◆ The data ◆
• • • • •

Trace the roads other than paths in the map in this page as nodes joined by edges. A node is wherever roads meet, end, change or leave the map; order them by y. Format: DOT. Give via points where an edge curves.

• • • • •

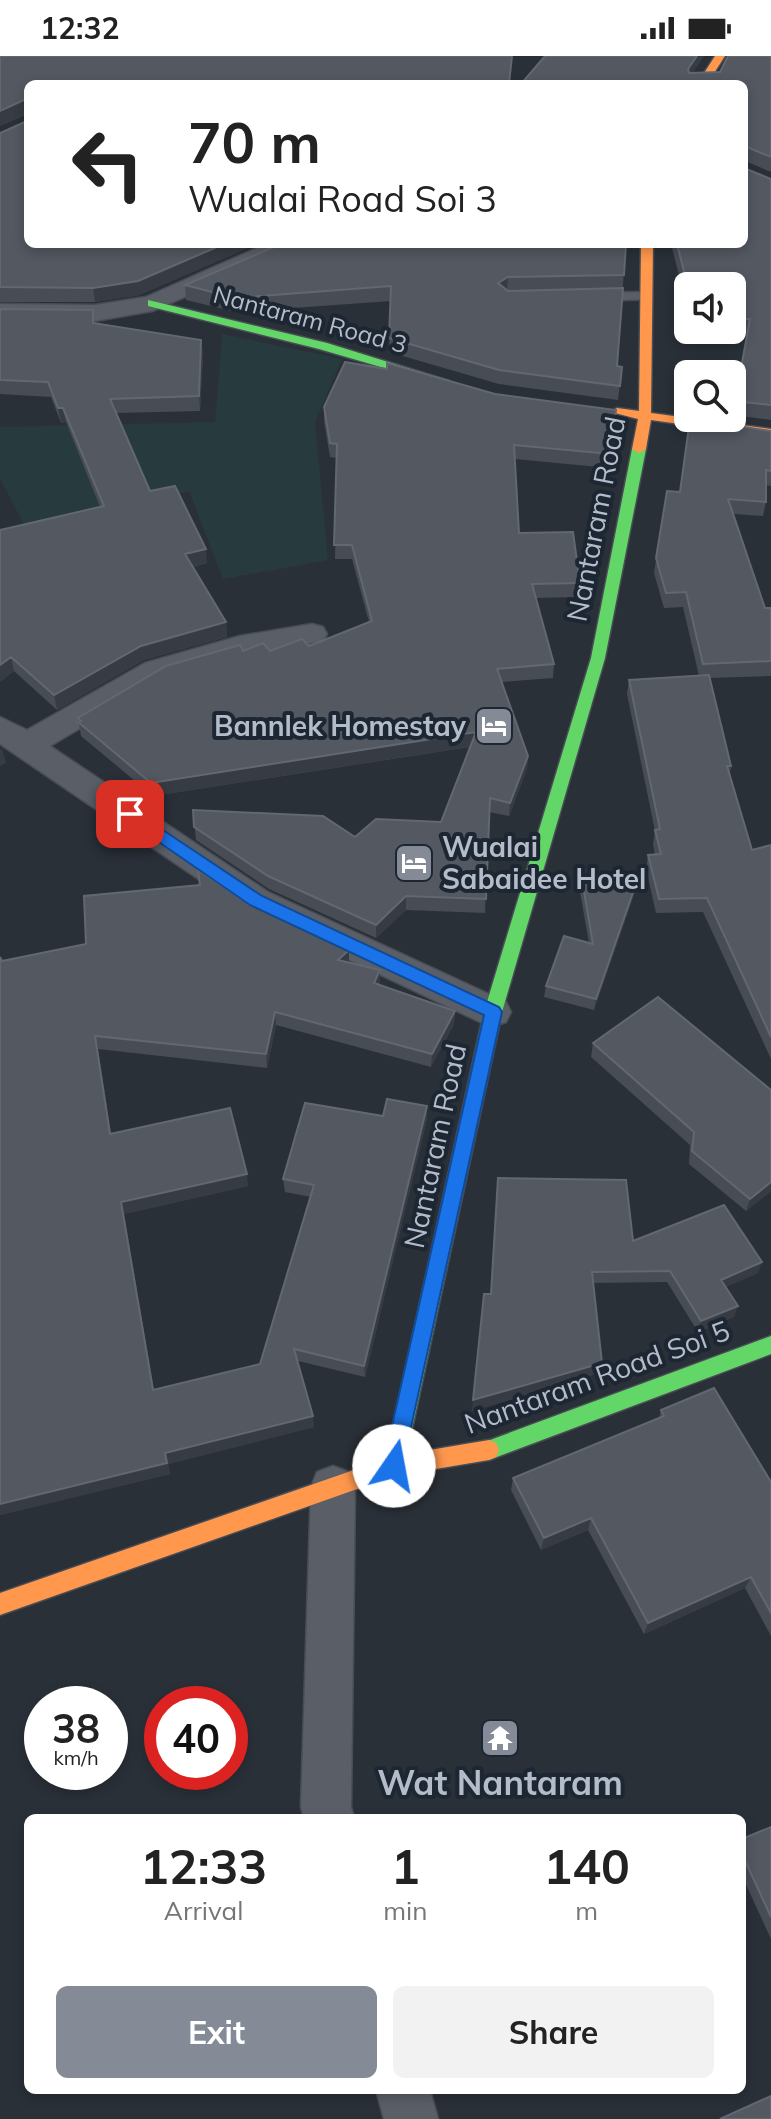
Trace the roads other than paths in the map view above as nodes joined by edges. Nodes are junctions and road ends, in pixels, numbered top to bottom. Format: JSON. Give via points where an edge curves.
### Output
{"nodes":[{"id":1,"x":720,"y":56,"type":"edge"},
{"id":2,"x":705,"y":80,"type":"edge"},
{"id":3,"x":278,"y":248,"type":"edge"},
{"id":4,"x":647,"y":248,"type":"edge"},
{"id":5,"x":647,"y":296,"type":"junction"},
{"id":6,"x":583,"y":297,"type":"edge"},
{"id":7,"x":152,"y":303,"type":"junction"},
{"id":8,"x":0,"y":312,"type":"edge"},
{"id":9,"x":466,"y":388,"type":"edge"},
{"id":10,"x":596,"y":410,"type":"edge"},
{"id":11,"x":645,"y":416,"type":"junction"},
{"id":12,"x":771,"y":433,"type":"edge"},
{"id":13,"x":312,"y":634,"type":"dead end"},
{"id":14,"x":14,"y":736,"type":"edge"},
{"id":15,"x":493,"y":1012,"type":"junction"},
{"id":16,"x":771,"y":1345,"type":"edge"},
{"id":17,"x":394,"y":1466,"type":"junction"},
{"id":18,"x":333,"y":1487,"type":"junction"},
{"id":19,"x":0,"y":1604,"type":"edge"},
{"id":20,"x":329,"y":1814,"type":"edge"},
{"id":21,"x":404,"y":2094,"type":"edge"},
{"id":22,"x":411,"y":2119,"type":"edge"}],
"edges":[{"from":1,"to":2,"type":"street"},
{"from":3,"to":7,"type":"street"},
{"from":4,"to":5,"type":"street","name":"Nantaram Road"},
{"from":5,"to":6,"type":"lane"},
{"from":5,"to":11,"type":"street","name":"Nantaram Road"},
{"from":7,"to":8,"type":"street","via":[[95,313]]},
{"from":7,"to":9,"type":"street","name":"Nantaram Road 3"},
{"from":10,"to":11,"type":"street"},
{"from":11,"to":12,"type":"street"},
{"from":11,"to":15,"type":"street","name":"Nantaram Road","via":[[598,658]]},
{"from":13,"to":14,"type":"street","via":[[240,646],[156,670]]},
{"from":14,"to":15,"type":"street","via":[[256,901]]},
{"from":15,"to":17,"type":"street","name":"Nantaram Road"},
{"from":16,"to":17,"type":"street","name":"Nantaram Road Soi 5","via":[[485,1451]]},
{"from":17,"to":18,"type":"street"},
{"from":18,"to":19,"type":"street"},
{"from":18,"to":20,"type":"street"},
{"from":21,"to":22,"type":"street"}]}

• • • • •

Read through the records above and copy the lines that contain "Give".

◆ Exercise solution ◆
Trace the roads other than paths in the map in this page as nodes joined by edges. A node is wherever roads meet, end, change or leave the map; order them by y. Format: DOT. Give via points where an edge curves.
Trace the roads other than paths in the map view above as nodes joined by edges. Nodes are junctions and road ends, in pixels, numbered top to bottom. Format: JSON. Give via points where an edge curves.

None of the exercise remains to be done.